Material for the task:
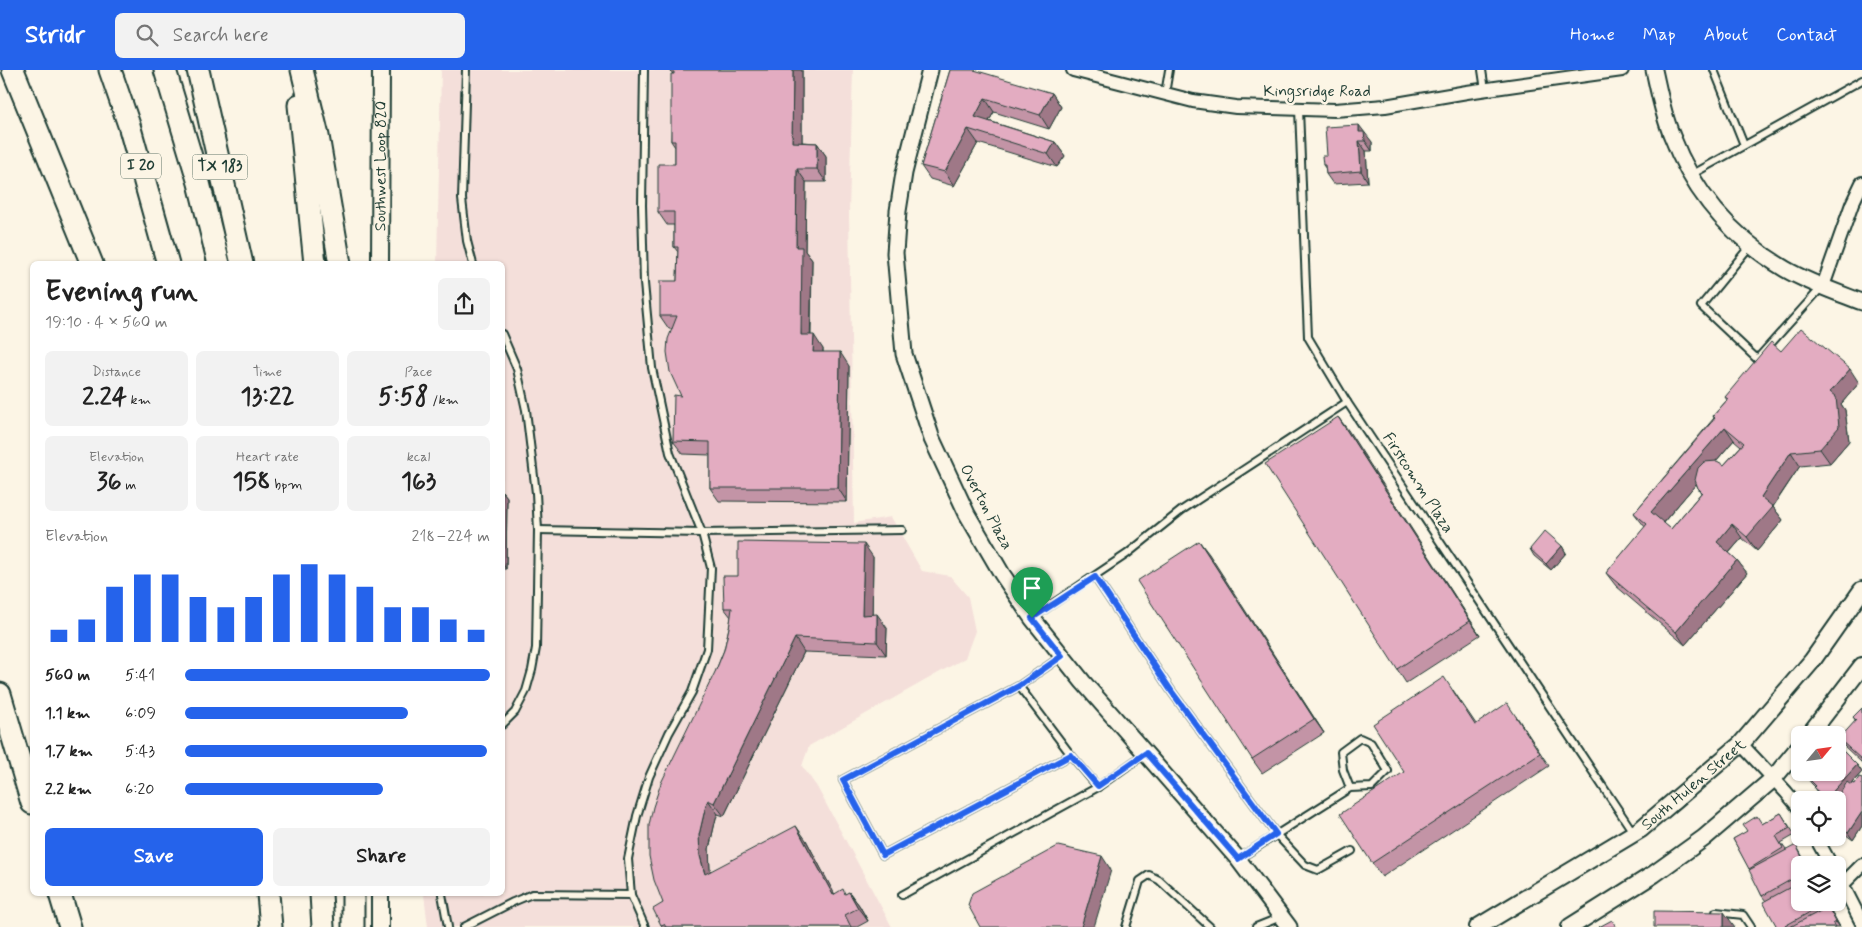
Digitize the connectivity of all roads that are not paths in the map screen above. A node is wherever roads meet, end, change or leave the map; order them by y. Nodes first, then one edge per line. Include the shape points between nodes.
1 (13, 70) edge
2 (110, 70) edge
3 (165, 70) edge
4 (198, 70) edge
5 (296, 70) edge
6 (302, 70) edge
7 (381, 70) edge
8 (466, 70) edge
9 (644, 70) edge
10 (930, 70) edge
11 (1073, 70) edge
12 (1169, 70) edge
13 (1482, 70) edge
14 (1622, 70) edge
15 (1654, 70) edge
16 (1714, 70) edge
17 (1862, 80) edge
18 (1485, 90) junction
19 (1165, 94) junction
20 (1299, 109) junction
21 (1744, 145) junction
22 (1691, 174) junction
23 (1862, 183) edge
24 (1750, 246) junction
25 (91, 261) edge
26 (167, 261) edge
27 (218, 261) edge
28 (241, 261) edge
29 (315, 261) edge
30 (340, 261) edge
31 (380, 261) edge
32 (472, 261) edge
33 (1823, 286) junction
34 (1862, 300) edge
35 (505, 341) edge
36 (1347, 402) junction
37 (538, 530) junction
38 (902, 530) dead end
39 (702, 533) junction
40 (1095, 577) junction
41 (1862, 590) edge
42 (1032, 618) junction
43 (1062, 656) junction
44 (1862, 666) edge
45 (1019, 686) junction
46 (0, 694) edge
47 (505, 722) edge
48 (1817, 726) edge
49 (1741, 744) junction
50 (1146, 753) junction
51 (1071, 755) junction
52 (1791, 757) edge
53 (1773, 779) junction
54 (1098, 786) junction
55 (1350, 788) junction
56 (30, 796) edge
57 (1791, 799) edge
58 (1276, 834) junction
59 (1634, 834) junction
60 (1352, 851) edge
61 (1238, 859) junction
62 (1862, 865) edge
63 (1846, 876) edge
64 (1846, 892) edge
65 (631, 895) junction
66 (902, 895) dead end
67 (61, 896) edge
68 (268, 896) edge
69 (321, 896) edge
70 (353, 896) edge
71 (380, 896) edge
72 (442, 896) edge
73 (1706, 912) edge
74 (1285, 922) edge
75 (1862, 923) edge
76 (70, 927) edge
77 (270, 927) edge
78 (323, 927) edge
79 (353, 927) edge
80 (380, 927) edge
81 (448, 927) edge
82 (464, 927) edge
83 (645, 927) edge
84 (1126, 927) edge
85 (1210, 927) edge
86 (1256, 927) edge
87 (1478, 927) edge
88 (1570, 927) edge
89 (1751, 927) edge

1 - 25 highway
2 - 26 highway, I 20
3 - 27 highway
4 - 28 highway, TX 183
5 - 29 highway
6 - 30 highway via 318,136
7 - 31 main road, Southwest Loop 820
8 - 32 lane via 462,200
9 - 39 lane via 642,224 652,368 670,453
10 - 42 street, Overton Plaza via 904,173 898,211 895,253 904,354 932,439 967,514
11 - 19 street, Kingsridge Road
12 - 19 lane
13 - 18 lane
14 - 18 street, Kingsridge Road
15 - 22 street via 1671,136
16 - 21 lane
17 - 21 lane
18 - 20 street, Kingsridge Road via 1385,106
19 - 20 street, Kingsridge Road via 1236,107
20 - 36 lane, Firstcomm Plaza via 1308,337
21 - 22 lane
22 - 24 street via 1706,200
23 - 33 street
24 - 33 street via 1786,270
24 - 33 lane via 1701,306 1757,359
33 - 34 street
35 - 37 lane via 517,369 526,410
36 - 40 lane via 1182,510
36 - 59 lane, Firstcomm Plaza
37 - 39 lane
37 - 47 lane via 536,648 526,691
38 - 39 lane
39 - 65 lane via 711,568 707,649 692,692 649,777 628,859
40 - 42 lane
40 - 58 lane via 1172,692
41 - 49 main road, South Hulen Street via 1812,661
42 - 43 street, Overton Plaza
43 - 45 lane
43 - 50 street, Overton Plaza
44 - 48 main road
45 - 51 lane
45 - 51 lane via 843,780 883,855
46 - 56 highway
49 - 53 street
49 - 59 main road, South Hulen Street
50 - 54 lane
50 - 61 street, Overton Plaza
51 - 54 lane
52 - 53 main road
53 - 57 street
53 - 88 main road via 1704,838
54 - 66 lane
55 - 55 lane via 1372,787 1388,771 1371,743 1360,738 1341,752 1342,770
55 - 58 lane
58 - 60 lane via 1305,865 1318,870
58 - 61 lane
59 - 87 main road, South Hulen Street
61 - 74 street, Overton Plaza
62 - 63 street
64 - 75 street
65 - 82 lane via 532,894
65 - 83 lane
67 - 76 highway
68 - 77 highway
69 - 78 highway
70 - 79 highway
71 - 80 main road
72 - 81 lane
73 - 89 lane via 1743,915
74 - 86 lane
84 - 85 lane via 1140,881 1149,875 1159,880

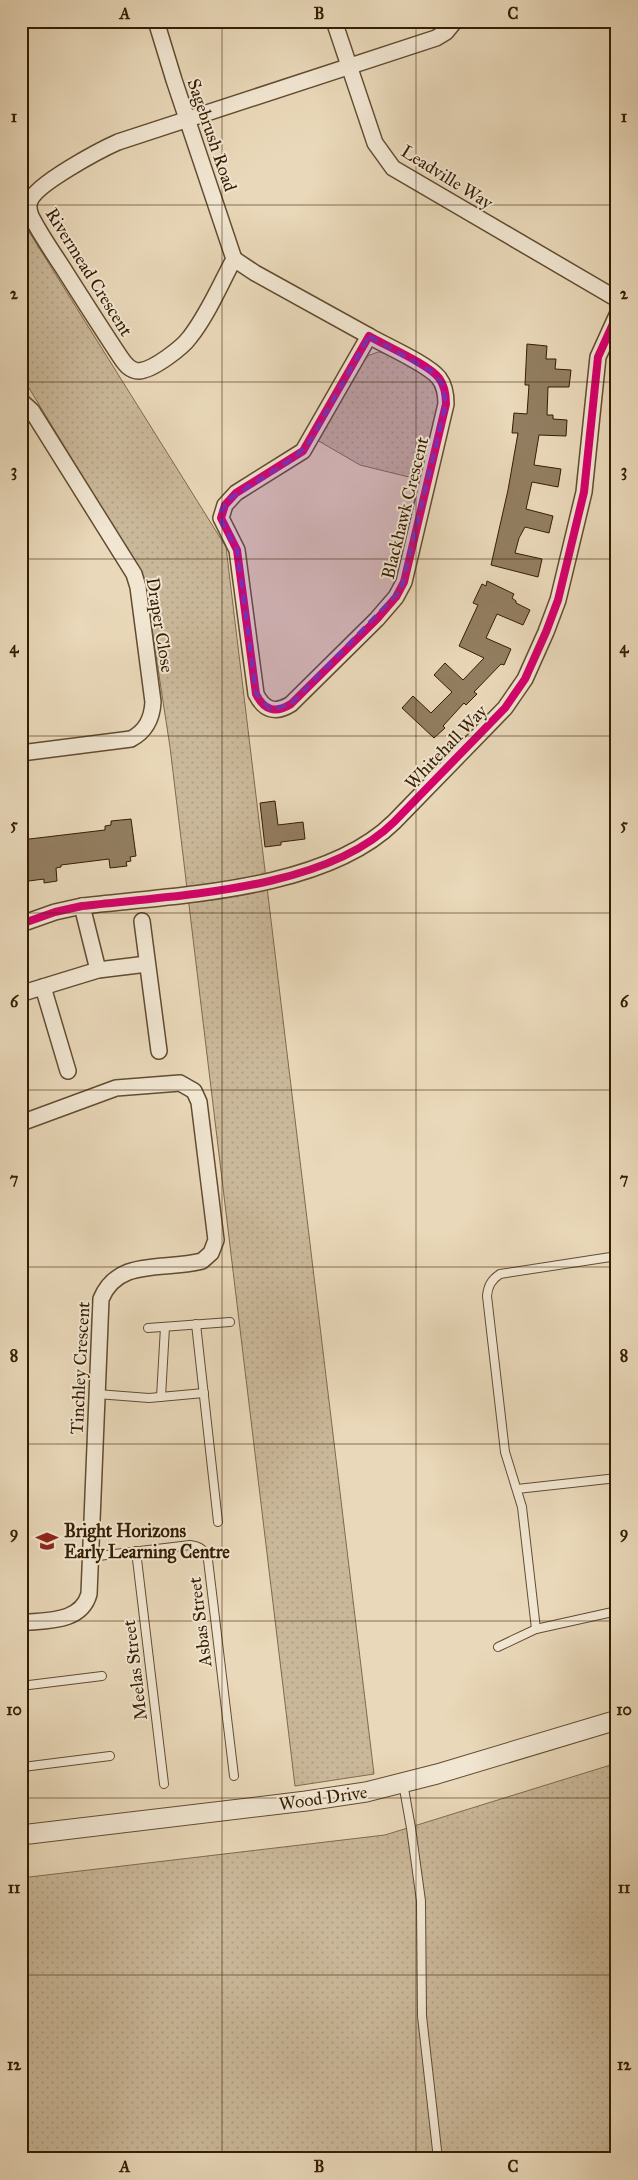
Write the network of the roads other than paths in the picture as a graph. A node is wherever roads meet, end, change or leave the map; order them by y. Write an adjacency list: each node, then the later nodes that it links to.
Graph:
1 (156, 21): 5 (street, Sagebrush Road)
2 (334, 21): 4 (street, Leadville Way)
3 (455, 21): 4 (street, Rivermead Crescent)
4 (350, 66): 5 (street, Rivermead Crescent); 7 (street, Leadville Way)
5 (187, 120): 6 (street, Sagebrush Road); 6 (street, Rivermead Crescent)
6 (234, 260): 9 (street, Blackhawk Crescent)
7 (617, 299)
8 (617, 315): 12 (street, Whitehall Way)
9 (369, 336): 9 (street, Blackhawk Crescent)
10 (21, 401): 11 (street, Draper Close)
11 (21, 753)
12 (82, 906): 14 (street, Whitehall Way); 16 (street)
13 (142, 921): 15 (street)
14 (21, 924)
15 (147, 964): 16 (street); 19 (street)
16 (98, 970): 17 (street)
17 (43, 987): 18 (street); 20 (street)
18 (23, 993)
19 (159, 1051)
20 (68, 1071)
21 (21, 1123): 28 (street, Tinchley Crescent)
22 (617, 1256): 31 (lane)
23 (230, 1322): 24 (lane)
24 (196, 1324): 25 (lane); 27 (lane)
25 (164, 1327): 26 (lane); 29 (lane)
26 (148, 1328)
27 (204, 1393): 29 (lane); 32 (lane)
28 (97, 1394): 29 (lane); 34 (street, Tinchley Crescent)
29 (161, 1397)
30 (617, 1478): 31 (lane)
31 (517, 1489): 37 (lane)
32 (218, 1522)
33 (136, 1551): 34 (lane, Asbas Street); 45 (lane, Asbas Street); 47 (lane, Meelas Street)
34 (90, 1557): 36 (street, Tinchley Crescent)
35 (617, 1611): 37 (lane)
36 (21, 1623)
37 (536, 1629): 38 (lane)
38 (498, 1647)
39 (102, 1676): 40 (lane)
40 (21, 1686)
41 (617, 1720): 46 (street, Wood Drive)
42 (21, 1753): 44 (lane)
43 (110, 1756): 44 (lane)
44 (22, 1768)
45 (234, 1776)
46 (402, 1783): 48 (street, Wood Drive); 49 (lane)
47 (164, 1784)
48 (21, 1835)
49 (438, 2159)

Assignment: Give the material above again exactly as it stands, minus any images.

Solution to the exercise:
Digitize the connectivity of all roads that are not paths in the map screen above. A node is wherever roads meet, end, change or leave the map; order them by y. Nodes first, then one edge per line. Include the shape points between nodes.
1 (13, 70) edge
2 (110, 70) edge
3 (165, 70) edge
4 (198, 70) edge
5 (296, 70) edge
6 (302, 70) edge
7 (381, 70) edge
8 (466, 70) edge
9 (644, 70) edge
10 (930, 70) edge
11 (1073, 70) edge
12 (1169, 70) edge
13 (1482, 70) edge
14 (1622, 70) edge
15 (1654, 70) edge
16 (1714, 70) edge
17 (1862, 80) edge
18 (1485, 90) junction
19 (1165, 94) junction
20 (1299, 109) junction
21 (1744, 145) junction
22 (1691, 174) junction
23 (1862, 183) edge
24 (1750, 246) junction
25 (91, 261) edge
26 (167, 261) edge
27 (218, 261) edge
28 (241, 261) edge
29 (315, 261) edge
30 (340, 261) edge
31 (380, 261) edge
32 (472, 261) edge
33 (1823, 286) junction
34 (1862, 300) edge
35 (505, 341) edge
36 (1347, 402) junction
37 (538, 530) junction
38 (902, 530) dead end
39 (702, 533) junction
40 (1095, 577) junction
41 (1862, 590) edge
42 (1032, 618) junction
43 (1062, 656) junction
44 (1862, 666) edge
45 (1019, 686) junction
46 (0, 694) edge
47 (505, 722) edge
48 (1817, 726) edge
49 (1741, 744) junction
50 (1146, 753) junction
51 (1071, 755) junction
52 (1791, 757) edge
53 (1773, 779) junction
54 (1098, 786) junction
55 (1350, 788) junction
56 (30, 796) edge
57 (1791, 799) edge
58 (1276, 834) junction
59 (1634, 834) junction
60 (1352, 851) edge
61 (1238, 859) junction
62 (1862, 865) edge
63 (1846, 876) edge
64 (1846, 892) edge
65 (631, 895) junction
66 (902, 895) dead end
67 (61, 896) edge
68 (268, 896) edge
69 (321, 896) edge
70 (353, 896) edge
71 (380, 896) edge
72 (442, 896) edge
73 (1706, 912) edge
74 (1285, 922) edge
75 (1862, 923) edge
76 (70, 927) edge
77 (270, 927) edge
78 (323, 927) edge
79 (353, 927) edge
80 (380, 927) edge
81 (448, 927) edge
82 (464, 927) edge
83 (645, 927) edge
84 (1126, 927) edge
85 (1210, 927) edge
86 (1256, 927) edge
87 (1478, 927) edge
88 (1570, 927) edge
89 (1751, 927) edge

1 - 25 highway
2 - 26 highway, I 20
3 - 27 highway
4 - 28 highway, TX 183
5 - 29 highway
6 - 30 highway via 318,136
7 - 31 main road, Southwest Loop 820
8 - 32 lane via 462,200
9 - 39 lane via 642,224 652,368 670,453
10 - 42 street, Overton Plaza via 904,173 898,211 895,253 904,354 932,439 967,514
11 - 19 street, Kingsridge Road
12 - 19 lane
13 - 18 lane
14 - 18 street, Kingsridge Road
15 - 22 street via 1671,136
16 - 21 lane
17 - 21 lane
18 - 20 street, Kingsridge Road via 1385,106
19 - 20 street, Kingsridge Road via 1236,107
20 - 36 lane, Firstcomm Plaza via 1308,337
21 - 22 lane
22 - 24 street via 1706,200
23 - 33 street
24 - 33 street via 1786,270
24 - 33 lane via 1701,306 1757,359
33 - 34 street
35 - 37 lane via 517,369 526,410
36 - 40 lane via 1182,510
36 - 59 lane, Firstcomm Plaza
37 - 39 lane
37 - 47 lane via 536,648 526,691
38 - 39 lane
39 - 65 lane via 711,568 707,649 692,692 649,777 628,859
40 - 42 lane
40 - 58 lane via 1172,692
41 - 49 main road, South Hulen Street via 1812,661
42 - 43 street, Overton Plaza
43 - 45 lane
43 - 50 street, Overton Plaza
44 - 48 main road
45 - 51 lane
45 - 51 lane via 843,780 883,855
46 - 56 highway
49 - 53 street
49 - 59 main road, South Hulen Street
50 - 54 lane
50 - 61 street, Overton Plaza
51 - 54 lane
52 - 53 main road
53 - 57 street
53 - 88 main road via 1704,838
54 - 66 lane
55 - 55 lane via 1372,787 1388,771 1371,743 1360,738 1341,752 1342,770
55 - 58 lane
58 - 60 lane via 1305,865 1318,870
58 - 61 lane
59 - 87 main road, South Hulen Street
61 - 74 street, Overton Plaza
62 - 63 street
64 - 75 street
65 - 82 lane via 532,894
65 - 83 lane
67 - 76 highway
68 - 77 highway
69 - 78 highway
70 - 79 highway
71 - 80 main road
72 - 81 lane
73 - 89 lane via 1743,915
74 - 86 lane
84 - 85 lane via 1140,881 1149,875 1159,880

Write the network of the roads other than paths in the picture as a graph. A node is wherever roads meet, end, change or leave the map; order them by y. Write an adjacency list: each node, then the later nodes that it links to.
Graph:
1 (156, 21): 5 (street, Sagebrush Road)
2 (334, 21): 4 (street, Leadville Way)
3 (455, 21): 4 (street, Rivermead Crescent)
4 (350, 66): 5 (street, Rivermead Crescent); 7 (street, Leadville Way)
5 (187, 120): 6 (street, Sagebrush Road); 6 (street, Rivermead Crescent)
6 (234, 260): 9 (street, Blackhawk Crescent)
7 (617, 299)
8 (617, 315): 12 (street, Whitehall Way)
9 (369, 336): 9 (street, Blackhawk Crescent)
10 (21, 401): 11 (street, Draper Close)
11 (21, 753)
12 (82, 906): 14 (street, Whitehall Way); 16 (street)
13 (142, 921): 15 (street)
14 (21, 924)
15 (147, 964): 16 (street); 19 (street)
16 (98, 970): 17 (street)
17 (43, 987): 18 (street); 20 (street)
18 (23, 993)
19 (159, 1051)
20 (68, 1071)
21 (21, 1123): 28 (street, Tinchley Crescent)
22 (617, 1256): 31 (lane)
23 (230, 1322): 24 (lane)
24 (196, 1324): 25 (lane); 27 (lane)
25 (164, 1327): 26 (lane); 29 (lane)
26 (148, 1328)
27 (204, 1393): 29 (lane); 32 (lane)
28 (97, 1394): 29 (lane); 34 (street, Tinchley Crescent)
29 (161, 1397)
30 (617, 1478): 31 (lane)
31 (517, 1489): 37 (lane)
32 (218, 1522)
33 (136, 1551): 34 (lane, Asbas Street); 45 (lane, Asbas Street); 47 (lane, Meelas Street)
34 (90, 1557): 36 (street, Tinchley Crescent)
35 (617, 1611): 37 (lane)
36 (21, 1623)
37 (536, 1629): 38 (lane)
38 (498, 1647)
39 (102, 1676): 40 (lane)
40 (21, 1686)
41 (617, 1720): 46 (street, Wood Drive)
42 (21, 1753): 44 (lane)
43 (110, 1756): 44 (lane)
44 (22, 1768)
45 (234, 1776)
46 (402, 1783): 48 (street, Wood Drive); 49 (lane)
47 (164, 1784)
48 (21, 1835)
49 (438, 2159)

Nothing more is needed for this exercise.